Using the listing that follows, return every line with the word "view".

### Recorded information

::::

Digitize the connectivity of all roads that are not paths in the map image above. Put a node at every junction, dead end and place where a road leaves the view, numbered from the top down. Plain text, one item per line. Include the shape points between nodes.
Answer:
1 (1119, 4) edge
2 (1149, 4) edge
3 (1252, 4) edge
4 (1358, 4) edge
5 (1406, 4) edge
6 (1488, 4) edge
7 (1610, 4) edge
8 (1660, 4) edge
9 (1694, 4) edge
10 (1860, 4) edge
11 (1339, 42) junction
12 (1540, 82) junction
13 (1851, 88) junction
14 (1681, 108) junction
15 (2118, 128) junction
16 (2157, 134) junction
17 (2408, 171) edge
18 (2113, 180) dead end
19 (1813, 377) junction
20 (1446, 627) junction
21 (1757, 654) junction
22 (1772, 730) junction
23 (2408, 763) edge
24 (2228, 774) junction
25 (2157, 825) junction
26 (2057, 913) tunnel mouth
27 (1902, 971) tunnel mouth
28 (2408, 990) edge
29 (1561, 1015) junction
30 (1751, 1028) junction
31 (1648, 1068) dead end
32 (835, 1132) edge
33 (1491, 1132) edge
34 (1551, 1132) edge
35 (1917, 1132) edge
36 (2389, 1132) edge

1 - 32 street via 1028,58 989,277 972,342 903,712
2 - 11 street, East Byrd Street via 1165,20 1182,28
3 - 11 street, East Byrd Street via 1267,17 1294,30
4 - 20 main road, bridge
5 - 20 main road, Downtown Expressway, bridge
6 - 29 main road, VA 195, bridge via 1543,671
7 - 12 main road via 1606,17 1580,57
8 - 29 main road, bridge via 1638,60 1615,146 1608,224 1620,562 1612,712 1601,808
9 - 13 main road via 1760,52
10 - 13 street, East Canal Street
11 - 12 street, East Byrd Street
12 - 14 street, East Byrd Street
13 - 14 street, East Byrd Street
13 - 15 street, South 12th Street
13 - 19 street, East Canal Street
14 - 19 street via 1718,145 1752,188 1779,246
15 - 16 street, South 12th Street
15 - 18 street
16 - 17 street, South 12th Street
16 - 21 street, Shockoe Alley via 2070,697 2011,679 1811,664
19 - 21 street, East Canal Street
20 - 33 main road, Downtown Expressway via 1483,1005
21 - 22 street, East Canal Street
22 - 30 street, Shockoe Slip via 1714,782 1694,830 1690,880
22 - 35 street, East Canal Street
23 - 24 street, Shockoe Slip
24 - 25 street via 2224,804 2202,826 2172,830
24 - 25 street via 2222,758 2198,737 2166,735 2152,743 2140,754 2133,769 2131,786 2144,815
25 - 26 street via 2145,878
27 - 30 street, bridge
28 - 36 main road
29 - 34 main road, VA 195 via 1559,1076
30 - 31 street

::::

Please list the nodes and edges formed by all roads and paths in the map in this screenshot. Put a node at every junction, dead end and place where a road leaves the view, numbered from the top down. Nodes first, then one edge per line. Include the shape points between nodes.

::::

### Exercise output
Digitize the connectivity of all roads that are not paths in the map image above. Put a node at every junction, dead end and place where a road leaves the view, numbered from the top down. Plain text, one item per line. Include the shape points between nodes.
Please list the nodes and edges formed by all roads and paths in the map in this screenshot. Put a node at every junction, dead end and place where a road leaves the view, numbered from the top down. Nodes first, then one edge per line. Include the shape points between nodes.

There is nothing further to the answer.